Eine andere Sequenz zeigt sieben auf dem Boden kniende Gefesselte, denen Sprengstoff um den Hals gebunden worden ist. Bei der simultanen Zündung wurden den meisten die Köpfe abgerissen. Opfer der dritten Bluttat sind vier in einem Auto eingesperrte Männer. Ihr Fahrzeug wurde von einem IS-Kämpfer gezielt mit einer Panzerfaust in Brand geschossen, sodass die Insassen bei lebendigem Leib verbrannten.

Abgesehen davon könnten die neuerlichen schweren Kämpfe im kurdischen Teil Syriens den IS provozieren, nun auch die antiken Ruinen von Palmyra in die Luft zu sprengen. Nach Angaben lokaler Augenzeugen ist das gesamte Gelände in den vergangenen Tagen vermint worden. Zwei Mausoleen islamischer Heiliger in Sichtweite der griechisch-römischen Oasen-Metropole wurden bereits in die Luft gesprengt, auf dem modernen Friedhof von Palmyra alle Grabsteine aus Marmor zertrümmert.
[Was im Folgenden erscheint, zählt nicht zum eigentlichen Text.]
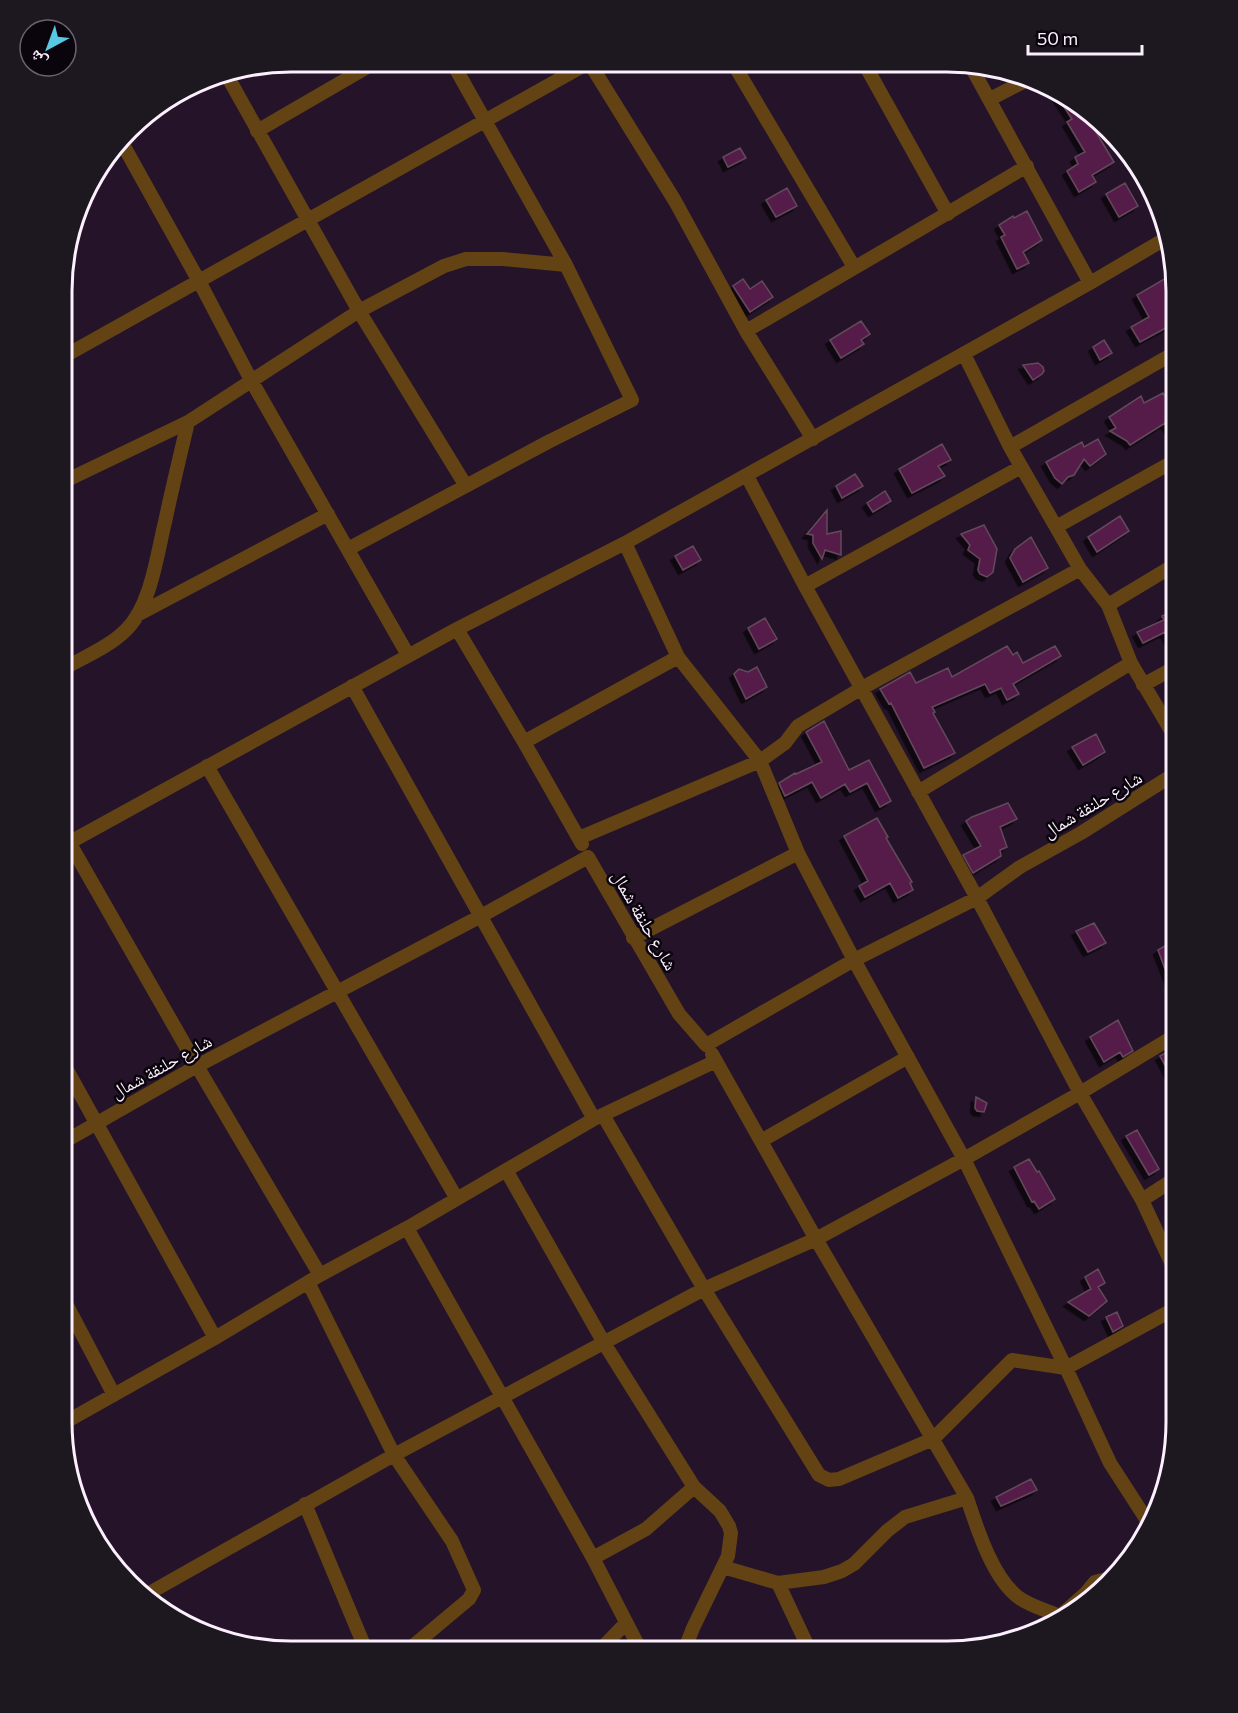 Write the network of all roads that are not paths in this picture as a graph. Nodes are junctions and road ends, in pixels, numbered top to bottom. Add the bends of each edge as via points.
1 (350, 72) edge
2 (457, 72) edge
3 (572, 72) edge
4 (596, 72) edge
5 (738, 72) edge
6 (869, 72) edge
7 (975, 74) edge
8 (230, 81) edge
9 (1019, 84) edge
10 (990, 99) junction
11 (484, 122) junction
12 (257, 131) junction
13 (125, 148) edge
14 (1027, 166) junction
15 (948, 214) junction
16 (308, 221) junction
17 (1161, 241) edge
18 (566, 265) junction
19 (854, 267) junction
20 (200, 283) junction
21 (1090, 283) junction
22 (359, 310) junction
23 (746, 331) junction
24 (72, 352) edge
25 (964, 354) junction
26 (1166, 358) edge
27 (251, 380) junction
28 (188, 422) junction
29 (813, 439) junction
30 (1010, 447) junction
31 (1166, 466) edge
32 (1021, 467) junction
33 (747, 476) junction
34 (72, 478) edge
35 (466, 486) junction
36 (328, 514) junction
37 (1056, 527) junction
38 (625, 543) junction
39 (348, 549) junction
40 (1080, 569) junction
41 (1166, 570) edge
42 (805, 586) junction
43 (1108, 605) junction
44 (137, 615) junction
45 (456, 629) junction
46 (408, 655) junction
47 (678, 657) junction
48 (1131, 663) junction
49 (72, 664) edge
50 (1166, 672) edge
51 (1143, 685) junction
52 (352, 686) junction
53 (862, 688) junction
54 (1166, 723) edge
55 (524, 742) junction
56 (760, 761) junction
57 (207, 766) junction
58 (1166, 779) edge
59 (918, 792) junction
60 (579, 838) junction
61 (72, 841) edge
62 (798, 853) junction
63 (72, 854) edge
64 (588, 857) junction
65 (977, 898) junction
66 (481, 916) junction
67 (633, 938) junction
68 (854, 960) junction
69 (337, 992) junction
70 (1166, 1041) edge
71 (706, 1045) junction
72 (908, 1057) junction
73 (716, 1060) junction
74 (196, 1065) junction
75 (72, 1079) edge
76 (1080, 1093) junction
77 (598, 1117) junction
78 (96, 1123) junction
79 (72, 1137) edge
80 (761, 1142) junction
81 (964, 1159) junction
82 (506, 1170) junction
83 (1166, 1184) edge
84 (457, 1198) junction
85 (1142, 1200) junction
86 (407, 1228) junction
87 (816, 1239) junction
88 (1166, 1252) edge
89 (314, 1278) junction
90 (704, 1289) junction
91 (1166, 1313) edge
92 (72, 1315) edge
93 (215, 1338) junction
94 (604, 1343) junction
95 (1066, 1368) junction
96 (114, 1395) junction
97 (502, 1398) junction
98 (72, 1418) edge
99 (933, 1439) junction
100 (394, 1455) junction
101 (694, 1487) junction
102 (967, 1498) junction
103 (305, 1504) junction
104 (1144, 1516) edge
105 (593, 1558) junction
106 (723, 1567) junction
107 (778, 1583) junction
108 (152, 1591) edge
109 (1051, 1615) edge
110 (626, 1623) junction
111 (362, 1641) edge
112 (419, 1641) edge
113 (608, 1641) edge
114 (636, 1641) edge
115 (688, 1641) edge
116 (805, 1641) edge

1 - 12 street
2 - 11 street
3 - 11 street
4 - 23 street via 675,201
5 - 19 street
6 - 15 street
7 - 10 street
8 - 12 street
9 - 10 street
10 - 14 street
11 - 16 street
11 - 18 street
12 - 16 street
13 - 20 street
14 - 15 street
14 - 21 street
15 - 19 street
16 - 20 street
16 - 22 street
17 - 21 street
18 - 22 street via 466,259 444,266
18 - 35 street via 632,400
19 - 23 street
20 - 24 street
20 - 27 street
21 - 25 street
22 - 27 street
22 - 35 street
23 - 29 street
25 - 29 street
25 - 30 street
26 - 30 street
27 - 28 street
27 - 36 street
28 - 34 street
28 - 44 street via 152,575
29 - 33 street
30 - 32 street
31 - 37 street
32 - 37 street
32 - 42 street
33 - 38 street
33 - 42 street
35 - 39 street
36 - 39 street
36 - 44 street
37 - 40 street
38 - 45 street
38 - 47 street
39 - 46 street
40 - 43 street
40 - 53 street
41 - 43 street
42 - 53 street
43 - 48 street
44 - 49 street via 112,641
45 - 46 street
45 - 55 street
46 - 52 street
47 - 55 street
47 - 56 street
48 - 51 street
48 - 59 street
50 - 51 street
51 - 54 street
52 - 57 street
52 - 66 street
53 - 56 street via 798,726 785,743
53 - 59 street
55 - 60 street
56 - 60 street
56 - 62 street
57 - 61 street
57 - 69 street
58 - 65 street, شارع حلنقة شمال via 1020,867
59 - 65 street
60 - 64 street
62 - 67 street
62 - 68 street
63 - 74 street
64 - 66 street, شارع حلنقة شمال
64 - 67 street, شارع حلنقة شمال
65 - 68 street, شارع حلنقة شمال
65 - 76 street
66 - 69 street, شارع حلنقة شمال
66 - 77 street
67 - 71 street, شارع حلنقة شمال via 679,1014
68 - 71 street, شارع حلنقة شمال
68 - 72 street
69 - 74 street, شارع حلنقة شمال
69 - 84 street
70 - 76 street
71 - 73 street
72 - 80 street
72 - 81 street
73 - 77 street
73 - 80 street
74 - 78 street, شارع حلنقة شمال
74 - 89 street
75 - 78 street
76 - 81 street
76 - 85 street
77 - 82 street
77 - 90 street
78 - 79 street, شارع حلنقة شمال
78 - 93 street
80 - 87 street
81 - 87 street
81 - 95 street
82 - 84 street
82 - 94 street
83 - 85 street
84 - 86 street
85 - 88 street
86 - 89 street
86 - 97 street
87 - 90 street
87 - 99 street
89 - 93 street
89 - 100 street
90 - 94 street
90 - 99 street via 819,1475 839,1479
91 - 95 street
92 - 96 street
93 - 96 street
94 - 97 street
94 - 101 street
95 - 99 street via 1012,1360
95 - 104 street via 1110,1463
96 - 98 street
97 - 100 street
97 - 105 street
99 - 102 street
100 - 103 street
100 - 112 street via 452,1541 474,1590 469,1599
101 - 105 street via 646,1529
101 - 106 street via 720,1511 729,1526 730,1543
102 - 107 street via 905,1517 842,1571 800,1582
102 - 109 street via 992,1564 1012,1592
103 - 108 street
103 - 111 street
105 - 110 street
106 - 107 street
106 - 115 street
107 - 116 street
110 - 113 street
110 - 114 street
Im irakischen Teil des „Islamischen Kalifats“ hatte die IS-Führung die barbarischen Zerstörungen im Museum von Mosul und auf den archäologischen Arealen der assyrischen Königsstädte Nimrud, Hatra und Niniveh genau zu jenem Zeitpunkt befohlen, als ihre Krieger in Kobane und Tikrit die ersten schweren Niederlagen erlitten.